For the blueberry sauce: Place the blueberries in a small saucepan. Add 1/2 cup water, then stir in the honey. Heat over medium-high heat until the mixture comes to a low boil and the blueberries just start to break apart. Dissolve the cornstarch in 2 tablespoons cold water in a small bowl, then add the slurry to the saucepan and bring the mixture to a rolling boil. Turn the heat down and simmer on low heat until the sauce is nicely thickened, 2 to 3 minutes. Remove from the heat and stir in the lemon juice. Set aside until ready to serve. (See Cook's Note.)
For the pancakes: Whisk together the flour, sugar, baking powder, baking soda and salt in a large bowl.

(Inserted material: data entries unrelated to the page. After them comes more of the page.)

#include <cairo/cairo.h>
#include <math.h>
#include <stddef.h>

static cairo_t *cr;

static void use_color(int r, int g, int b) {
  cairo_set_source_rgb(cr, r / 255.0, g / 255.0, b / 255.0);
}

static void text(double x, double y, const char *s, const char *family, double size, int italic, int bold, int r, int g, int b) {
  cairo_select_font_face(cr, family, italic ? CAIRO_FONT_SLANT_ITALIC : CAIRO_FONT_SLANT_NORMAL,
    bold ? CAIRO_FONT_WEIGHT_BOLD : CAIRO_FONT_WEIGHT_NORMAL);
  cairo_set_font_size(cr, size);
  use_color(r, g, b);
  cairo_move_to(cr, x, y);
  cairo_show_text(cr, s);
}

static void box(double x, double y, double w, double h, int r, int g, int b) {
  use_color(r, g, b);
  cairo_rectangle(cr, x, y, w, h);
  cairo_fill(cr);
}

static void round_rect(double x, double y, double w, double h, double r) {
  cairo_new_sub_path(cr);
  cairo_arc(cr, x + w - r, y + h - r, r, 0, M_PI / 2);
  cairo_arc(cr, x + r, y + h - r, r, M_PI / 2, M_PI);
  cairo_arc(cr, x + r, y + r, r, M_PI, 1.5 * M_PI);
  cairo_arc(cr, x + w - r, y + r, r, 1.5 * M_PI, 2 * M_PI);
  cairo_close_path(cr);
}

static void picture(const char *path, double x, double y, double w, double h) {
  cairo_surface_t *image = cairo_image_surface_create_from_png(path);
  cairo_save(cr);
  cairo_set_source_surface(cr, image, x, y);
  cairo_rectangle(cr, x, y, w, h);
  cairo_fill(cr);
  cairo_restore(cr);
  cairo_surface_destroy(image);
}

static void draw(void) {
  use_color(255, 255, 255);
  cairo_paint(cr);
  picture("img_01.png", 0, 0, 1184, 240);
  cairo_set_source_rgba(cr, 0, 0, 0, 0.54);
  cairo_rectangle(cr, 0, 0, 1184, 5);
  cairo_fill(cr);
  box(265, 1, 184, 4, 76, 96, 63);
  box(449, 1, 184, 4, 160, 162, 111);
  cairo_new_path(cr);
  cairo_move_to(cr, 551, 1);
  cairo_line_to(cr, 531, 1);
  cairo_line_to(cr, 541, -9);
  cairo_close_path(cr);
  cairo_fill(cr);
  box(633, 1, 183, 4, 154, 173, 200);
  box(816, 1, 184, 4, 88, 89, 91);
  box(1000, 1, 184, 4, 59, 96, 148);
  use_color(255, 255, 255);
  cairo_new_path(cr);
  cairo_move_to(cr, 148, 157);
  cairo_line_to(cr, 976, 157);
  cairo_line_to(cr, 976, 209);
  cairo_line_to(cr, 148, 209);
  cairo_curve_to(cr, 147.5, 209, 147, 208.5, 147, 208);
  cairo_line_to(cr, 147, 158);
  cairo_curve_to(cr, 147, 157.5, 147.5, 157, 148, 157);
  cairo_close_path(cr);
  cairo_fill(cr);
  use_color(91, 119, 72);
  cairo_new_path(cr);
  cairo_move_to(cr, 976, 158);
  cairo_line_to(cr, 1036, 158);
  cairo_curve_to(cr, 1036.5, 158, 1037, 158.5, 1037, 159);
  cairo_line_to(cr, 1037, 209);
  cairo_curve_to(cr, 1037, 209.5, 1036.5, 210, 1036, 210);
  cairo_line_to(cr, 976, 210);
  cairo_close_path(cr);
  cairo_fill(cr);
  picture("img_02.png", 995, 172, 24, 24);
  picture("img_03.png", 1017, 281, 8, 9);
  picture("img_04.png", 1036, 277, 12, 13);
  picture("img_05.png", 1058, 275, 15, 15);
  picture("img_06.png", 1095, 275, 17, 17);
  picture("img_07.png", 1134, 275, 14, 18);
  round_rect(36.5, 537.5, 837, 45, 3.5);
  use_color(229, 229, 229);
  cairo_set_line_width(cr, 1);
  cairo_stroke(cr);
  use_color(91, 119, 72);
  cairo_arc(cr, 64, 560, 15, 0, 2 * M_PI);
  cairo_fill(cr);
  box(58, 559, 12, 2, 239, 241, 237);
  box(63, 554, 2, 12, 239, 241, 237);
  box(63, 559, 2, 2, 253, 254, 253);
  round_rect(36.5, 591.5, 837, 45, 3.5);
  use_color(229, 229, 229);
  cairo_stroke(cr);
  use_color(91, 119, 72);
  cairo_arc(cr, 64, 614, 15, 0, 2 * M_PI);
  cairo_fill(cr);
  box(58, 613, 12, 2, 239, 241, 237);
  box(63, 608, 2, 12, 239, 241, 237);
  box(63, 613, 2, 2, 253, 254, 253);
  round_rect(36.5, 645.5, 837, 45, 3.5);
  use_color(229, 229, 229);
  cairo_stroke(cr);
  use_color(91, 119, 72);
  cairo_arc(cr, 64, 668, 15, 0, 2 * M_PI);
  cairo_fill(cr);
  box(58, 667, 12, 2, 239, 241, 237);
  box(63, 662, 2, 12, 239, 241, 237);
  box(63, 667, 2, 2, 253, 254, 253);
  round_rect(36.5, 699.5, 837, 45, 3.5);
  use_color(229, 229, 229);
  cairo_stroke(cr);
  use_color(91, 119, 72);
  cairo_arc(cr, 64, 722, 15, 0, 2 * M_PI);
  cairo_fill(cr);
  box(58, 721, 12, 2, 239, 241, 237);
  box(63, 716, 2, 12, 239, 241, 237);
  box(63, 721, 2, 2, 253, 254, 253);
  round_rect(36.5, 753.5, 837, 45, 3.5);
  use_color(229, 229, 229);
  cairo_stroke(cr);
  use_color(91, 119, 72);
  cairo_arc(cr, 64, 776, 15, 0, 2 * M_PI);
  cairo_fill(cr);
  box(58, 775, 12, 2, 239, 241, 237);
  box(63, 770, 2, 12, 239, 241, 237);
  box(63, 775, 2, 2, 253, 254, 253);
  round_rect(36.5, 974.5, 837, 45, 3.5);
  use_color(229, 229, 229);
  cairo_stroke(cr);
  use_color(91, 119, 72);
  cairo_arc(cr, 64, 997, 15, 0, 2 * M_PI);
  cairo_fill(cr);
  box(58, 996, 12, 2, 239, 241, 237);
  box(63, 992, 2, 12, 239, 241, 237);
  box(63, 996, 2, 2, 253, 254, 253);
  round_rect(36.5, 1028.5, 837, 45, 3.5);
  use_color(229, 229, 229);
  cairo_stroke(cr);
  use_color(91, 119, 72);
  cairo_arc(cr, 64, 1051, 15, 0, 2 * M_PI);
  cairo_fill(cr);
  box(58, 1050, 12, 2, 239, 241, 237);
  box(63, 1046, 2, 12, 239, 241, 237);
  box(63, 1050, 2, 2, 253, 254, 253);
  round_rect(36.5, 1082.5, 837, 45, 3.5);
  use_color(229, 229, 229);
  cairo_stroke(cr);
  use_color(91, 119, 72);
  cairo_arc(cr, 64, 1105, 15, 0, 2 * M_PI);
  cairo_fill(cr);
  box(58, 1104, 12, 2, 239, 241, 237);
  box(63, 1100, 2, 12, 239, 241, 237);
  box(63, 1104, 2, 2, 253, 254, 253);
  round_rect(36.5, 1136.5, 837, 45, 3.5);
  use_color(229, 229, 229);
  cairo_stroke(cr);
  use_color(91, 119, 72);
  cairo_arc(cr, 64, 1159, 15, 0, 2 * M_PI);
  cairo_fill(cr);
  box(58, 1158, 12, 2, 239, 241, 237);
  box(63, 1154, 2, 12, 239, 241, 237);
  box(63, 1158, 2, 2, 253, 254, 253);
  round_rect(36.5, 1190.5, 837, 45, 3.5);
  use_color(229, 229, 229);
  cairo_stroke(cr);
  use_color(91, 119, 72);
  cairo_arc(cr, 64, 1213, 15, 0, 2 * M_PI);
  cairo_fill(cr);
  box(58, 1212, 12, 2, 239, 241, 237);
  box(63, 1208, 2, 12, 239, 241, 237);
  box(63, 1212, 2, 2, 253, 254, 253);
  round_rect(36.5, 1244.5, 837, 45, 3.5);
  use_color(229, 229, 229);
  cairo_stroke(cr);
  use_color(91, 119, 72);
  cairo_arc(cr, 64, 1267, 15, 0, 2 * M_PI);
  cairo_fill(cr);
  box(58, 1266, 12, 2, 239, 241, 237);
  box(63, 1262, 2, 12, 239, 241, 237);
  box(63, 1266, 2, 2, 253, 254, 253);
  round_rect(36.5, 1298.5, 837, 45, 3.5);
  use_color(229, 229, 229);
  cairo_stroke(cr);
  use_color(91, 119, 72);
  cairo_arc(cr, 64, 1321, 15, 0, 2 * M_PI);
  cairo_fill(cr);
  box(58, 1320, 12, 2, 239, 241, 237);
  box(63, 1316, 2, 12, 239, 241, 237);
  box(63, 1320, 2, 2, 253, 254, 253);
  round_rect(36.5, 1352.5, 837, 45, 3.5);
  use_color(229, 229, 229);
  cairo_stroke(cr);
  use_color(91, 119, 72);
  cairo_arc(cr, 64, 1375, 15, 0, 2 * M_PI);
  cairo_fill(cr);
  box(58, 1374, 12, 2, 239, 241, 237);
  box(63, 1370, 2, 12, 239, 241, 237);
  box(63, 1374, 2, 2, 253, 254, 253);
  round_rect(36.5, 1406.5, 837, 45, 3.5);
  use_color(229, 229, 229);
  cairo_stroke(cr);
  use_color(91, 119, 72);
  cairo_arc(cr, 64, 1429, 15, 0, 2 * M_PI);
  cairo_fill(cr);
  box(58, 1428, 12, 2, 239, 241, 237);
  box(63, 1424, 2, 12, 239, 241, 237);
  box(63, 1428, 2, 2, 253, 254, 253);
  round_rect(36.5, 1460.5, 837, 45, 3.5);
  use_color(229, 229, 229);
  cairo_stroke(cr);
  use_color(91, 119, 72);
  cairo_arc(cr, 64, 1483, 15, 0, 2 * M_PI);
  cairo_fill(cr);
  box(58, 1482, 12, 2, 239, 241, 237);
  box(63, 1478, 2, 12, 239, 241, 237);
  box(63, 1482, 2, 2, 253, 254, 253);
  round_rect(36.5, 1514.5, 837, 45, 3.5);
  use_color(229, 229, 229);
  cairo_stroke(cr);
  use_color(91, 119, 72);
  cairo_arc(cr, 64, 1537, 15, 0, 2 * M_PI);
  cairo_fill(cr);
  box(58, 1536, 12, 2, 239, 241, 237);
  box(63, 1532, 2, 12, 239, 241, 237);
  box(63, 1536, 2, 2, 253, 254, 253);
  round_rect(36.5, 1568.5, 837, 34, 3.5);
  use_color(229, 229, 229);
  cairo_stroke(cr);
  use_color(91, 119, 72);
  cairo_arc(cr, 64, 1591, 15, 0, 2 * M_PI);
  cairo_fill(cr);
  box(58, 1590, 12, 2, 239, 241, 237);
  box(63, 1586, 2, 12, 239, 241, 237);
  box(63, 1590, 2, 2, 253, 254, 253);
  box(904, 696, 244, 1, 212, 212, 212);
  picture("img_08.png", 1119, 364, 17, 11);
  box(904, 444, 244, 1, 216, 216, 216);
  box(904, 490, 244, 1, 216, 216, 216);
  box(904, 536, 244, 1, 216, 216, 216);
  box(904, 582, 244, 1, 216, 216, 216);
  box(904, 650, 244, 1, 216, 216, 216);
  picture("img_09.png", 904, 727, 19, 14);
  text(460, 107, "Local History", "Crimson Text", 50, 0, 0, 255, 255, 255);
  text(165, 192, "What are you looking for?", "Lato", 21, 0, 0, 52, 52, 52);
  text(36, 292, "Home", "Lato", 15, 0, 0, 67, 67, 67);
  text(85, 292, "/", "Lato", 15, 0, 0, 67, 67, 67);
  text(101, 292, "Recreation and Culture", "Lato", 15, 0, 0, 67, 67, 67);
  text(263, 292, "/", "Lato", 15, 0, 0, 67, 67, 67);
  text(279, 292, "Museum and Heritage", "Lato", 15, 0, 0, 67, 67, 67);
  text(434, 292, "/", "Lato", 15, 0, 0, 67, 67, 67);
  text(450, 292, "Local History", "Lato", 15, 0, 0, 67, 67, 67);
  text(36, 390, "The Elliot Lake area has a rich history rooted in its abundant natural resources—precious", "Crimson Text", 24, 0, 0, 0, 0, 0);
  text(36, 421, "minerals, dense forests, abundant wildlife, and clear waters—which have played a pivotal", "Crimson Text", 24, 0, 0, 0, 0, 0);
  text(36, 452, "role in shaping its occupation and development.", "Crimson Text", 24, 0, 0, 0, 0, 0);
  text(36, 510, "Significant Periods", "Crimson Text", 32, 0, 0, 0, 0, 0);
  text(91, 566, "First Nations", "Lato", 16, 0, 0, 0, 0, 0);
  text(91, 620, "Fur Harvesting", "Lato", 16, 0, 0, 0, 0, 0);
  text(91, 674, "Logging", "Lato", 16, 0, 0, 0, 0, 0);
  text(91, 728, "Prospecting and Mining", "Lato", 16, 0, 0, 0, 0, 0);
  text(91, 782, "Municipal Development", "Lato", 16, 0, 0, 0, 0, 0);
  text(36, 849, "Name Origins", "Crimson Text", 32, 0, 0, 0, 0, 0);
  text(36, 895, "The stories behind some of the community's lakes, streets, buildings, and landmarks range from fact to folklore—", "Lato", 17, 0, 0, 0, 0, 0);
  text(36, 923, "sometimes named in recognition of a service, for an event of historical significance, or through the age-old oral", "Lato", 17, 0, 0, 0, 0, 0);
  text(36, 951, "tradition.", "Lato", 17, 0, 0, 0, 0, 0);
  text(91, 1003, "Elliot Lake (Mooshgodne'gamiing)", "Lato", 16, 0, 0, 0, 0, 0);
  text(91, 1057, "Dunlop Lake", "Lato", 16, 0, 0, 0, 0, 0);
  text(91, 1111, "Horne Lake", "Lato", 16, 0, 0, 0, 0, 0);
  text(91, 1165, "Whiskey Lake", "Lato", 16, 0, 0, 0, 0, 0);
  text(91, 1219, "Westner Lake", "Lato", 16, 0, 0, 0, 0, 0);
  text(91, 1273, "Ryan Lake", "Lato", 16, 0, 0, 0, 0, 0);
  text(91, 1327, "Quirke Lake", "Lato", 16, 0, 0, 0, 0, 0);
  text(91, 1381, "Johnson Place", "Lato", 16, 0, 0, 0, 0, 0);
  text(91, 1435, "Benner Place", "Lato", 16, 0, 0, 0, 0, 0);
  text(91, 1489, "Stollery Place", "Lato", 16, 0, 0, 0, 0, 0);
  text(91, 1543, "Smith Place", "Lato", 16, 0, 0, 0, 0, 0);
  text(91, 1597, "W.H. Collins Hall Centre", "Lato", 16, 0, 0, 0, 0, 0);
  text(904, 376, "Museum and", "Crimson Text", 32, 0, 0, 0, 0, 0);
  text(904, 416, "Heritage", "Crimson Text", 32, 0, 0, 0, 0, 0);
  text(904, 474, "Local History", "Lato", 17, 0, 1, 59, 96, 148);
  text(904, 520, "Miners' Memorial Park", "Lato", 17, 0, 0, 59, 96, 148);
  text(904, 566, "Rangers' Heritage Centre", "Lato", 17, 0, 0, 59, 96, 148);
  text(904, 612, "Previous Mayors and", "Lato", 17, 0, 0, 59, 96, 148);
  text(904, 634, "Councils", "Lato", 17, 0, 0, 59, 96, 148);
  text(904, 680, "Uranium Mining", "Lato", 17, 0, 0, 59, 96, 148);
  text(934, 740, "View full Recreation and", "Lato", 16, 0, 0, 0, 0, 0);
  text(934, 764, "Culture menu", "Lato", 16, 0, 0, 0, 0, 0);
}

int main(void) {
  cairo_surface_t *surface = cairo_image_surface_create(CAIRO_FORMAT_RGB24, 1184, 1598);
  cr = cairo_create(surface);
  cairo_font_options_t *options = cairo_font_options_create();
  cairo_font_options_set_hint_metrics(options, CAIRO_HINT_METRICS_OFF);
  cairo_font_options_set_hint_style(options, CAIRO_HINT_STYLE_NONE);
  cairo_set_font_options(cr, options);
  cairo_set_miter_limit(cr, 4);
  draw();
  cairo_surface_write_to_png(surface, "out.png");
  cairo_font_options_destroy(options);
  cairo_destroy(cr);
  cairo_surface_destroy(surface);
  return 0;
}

Whisk together the ricotta, milk, vanilla, eggs and lemon zest and juice in a separate medium bowl. Add the wet ingredients to the dry ingredients and stir with a wooden spoon until just combined.
Preheat the oven to 175 degrees F.
Heat about a tablespoon each vegetable oil and butter in a large nonstick skillet (I prefer cast-iron) over medium heat. When the butter is foamy, reduce the heat to medium-low and ladle a heaping 1/4 cup pancake batter into the skillet. Repeat to make 2 more pancakes. Cook until bubbles start to form in the batter and the pancakes are golden underneath, about 3 minutes. Flip and cook the other sides until golden, another 3 minutes. Place the finished pancakes on a sheet tray and hold the oven while you finish cooking the remaining batter, adding more oil and butter as necessary. Serve warm with the blueberry sauce.
Blueberry sauce can be made up to 2 days ahead and stored in the refrigerator. Warm over low heat when ready to use. If the sauce is too thick, add water 1 tablespoon at a time until the desired consistency is reached.